- THE TASK:
Leaving out all pictures, return the records word for word.

Entries taken from a collection
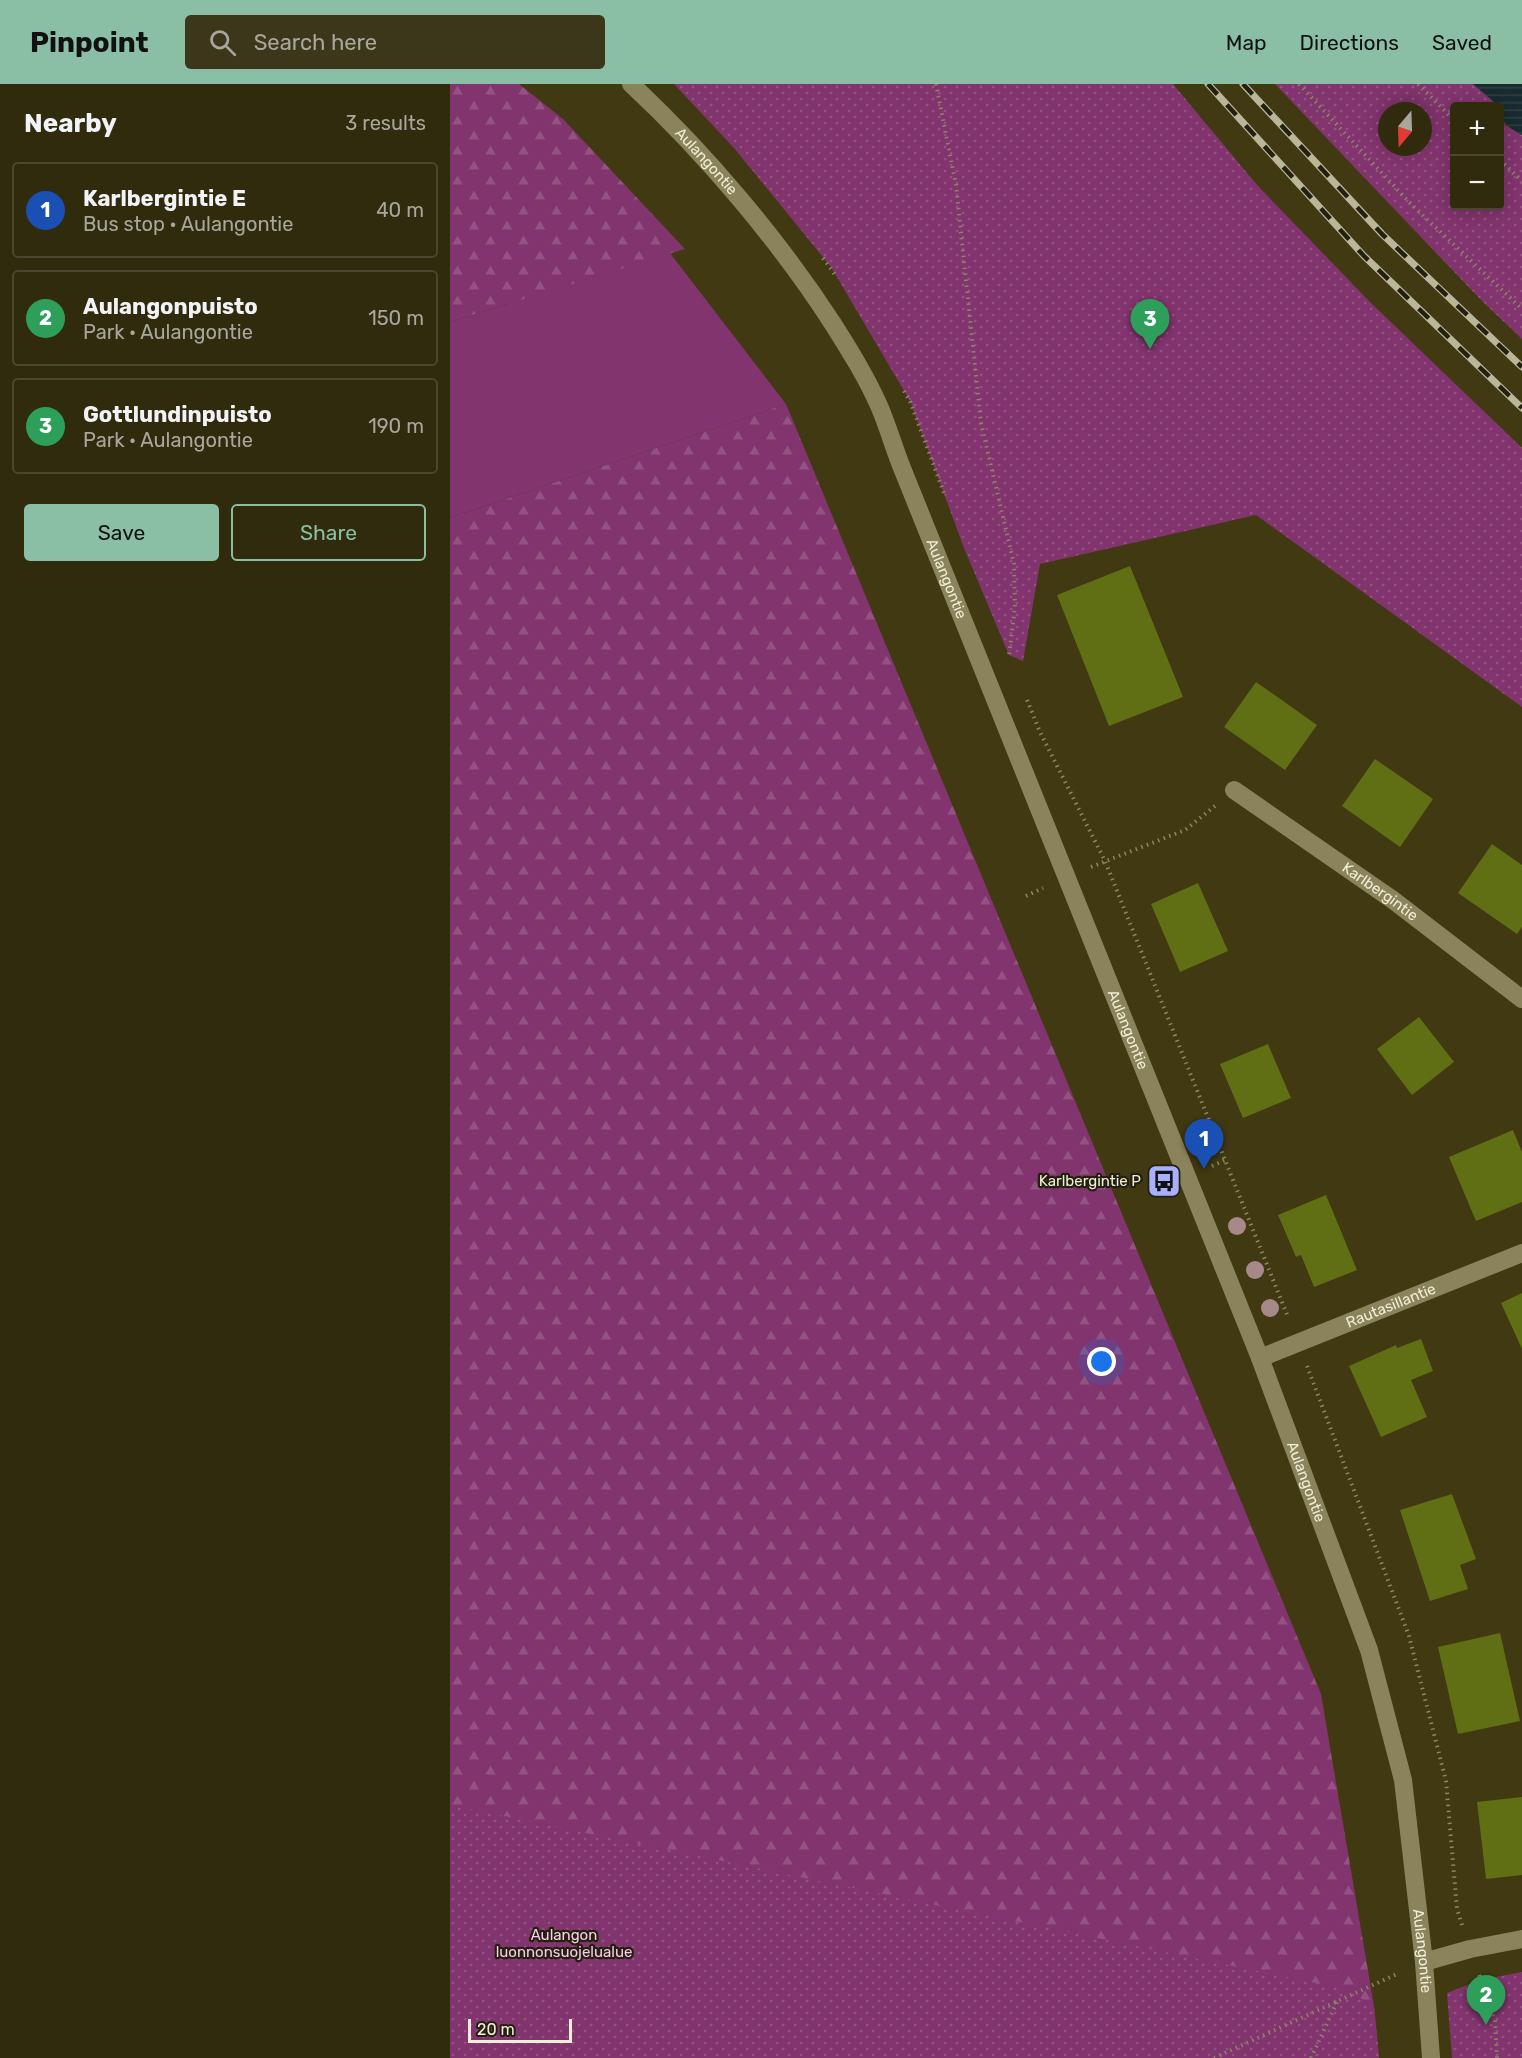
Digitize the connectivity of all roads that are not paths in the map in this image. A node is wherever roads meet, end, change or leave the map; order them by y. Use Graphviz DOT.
graph roads {
  1 [pos="631,84"];
  2 [pos="1234,790"];
  3 [pos="1522,999"];
  4 [pos="1522,1254"];
  5 [pos="1260,1358"];
  6 [pos="1522,1939"];
  7 [pos="1424,1962"];
  8 [pos="1431,2058"];
  1 -- 5 [label="main road, Aulangontie"];
  2 -- 3 [label="main road, Karlbergintie"];
  4 -- 5 [label="main road, Rautasillantie"];
  5 -- 7 [label="main road, Aulangontie"];
  6 -- 7 [label="main road"];
  7 -- 8 [label="main road, Aulangontie"];
}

- ANSWER TO THE EXERCISE:
Digitize the connectivity of all roads that are not paths in the map in this image. A node is wherever roads meet, end, change or leave the map; order them by y. Use Graphviz DOT.
graph roads {
  1 [pos="631,84"];
  2 [pos="1234,790"];
  3 [pos="1522,999"];
  4 [pos="1522,1254"];
  5 [pos="1260,1358"];
  6 [pos="1522,1939"];
  7 [pos="1424,1962"];
  8 [pos="1431,2058"];
  1 -- 5 [label="main road, Aulangontie"];
  2 -- 3 [label="main road, Karlbergintie"];
  4 -- 5 [label="main road, Rautasillantie"];
  5 -- 7 [label="main road, Aulangontie"];
  6 -- 7 [label="main road"];
  7 -- 8 [label="main road, Aulangontie"];
}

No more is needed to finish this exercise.